_Work task_
Whenever a line in the entries includes the word "graph", copy that line out.

_Data_

------------

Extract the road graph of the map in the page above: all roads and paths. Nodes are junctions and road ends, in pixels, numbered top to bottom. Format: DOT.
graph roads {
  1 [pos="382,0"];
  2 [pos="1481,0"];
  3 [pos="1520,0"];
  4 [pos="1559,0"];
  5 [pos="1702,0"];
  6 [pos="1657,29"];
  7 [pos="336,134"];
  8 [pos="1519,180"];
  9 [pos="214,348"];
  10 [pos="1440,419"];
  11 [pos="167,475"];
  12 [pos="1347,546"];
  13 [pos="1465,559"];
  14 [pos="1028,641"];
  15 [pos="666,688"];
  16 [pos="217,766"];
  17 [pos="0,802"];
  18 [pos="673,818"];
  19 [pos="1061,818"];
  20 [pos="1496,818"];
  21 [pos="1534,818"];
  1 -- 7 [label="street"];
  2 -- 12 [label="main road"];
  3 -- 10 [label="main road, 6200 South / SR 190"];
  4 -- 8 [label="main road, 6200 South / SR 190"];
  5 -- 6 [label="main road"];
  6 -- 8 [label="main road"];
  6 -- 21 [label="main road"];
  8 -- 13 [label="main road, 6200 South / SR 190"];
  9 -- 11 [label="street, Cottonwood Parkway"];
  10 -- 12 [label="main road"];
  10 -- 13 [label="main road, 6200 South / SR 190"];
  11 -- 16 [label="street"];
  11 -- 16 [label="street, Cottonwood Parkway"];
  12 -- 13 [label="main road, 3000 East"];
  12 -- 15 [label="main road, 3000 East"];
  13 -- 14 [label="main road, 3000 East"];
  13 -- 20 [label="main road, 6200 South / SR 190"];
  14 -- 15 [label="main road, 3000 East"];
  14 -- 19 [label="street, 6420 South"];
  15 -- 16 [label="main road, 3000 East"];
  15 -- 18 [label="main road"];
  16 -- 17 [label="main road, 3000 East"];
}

------------

_Output_
Extract the road graph of the map in the page above: all roads and paths. Nodes are junctions and road ends, in pixels, numbered top to bottom. Format: DOT.
graph roads {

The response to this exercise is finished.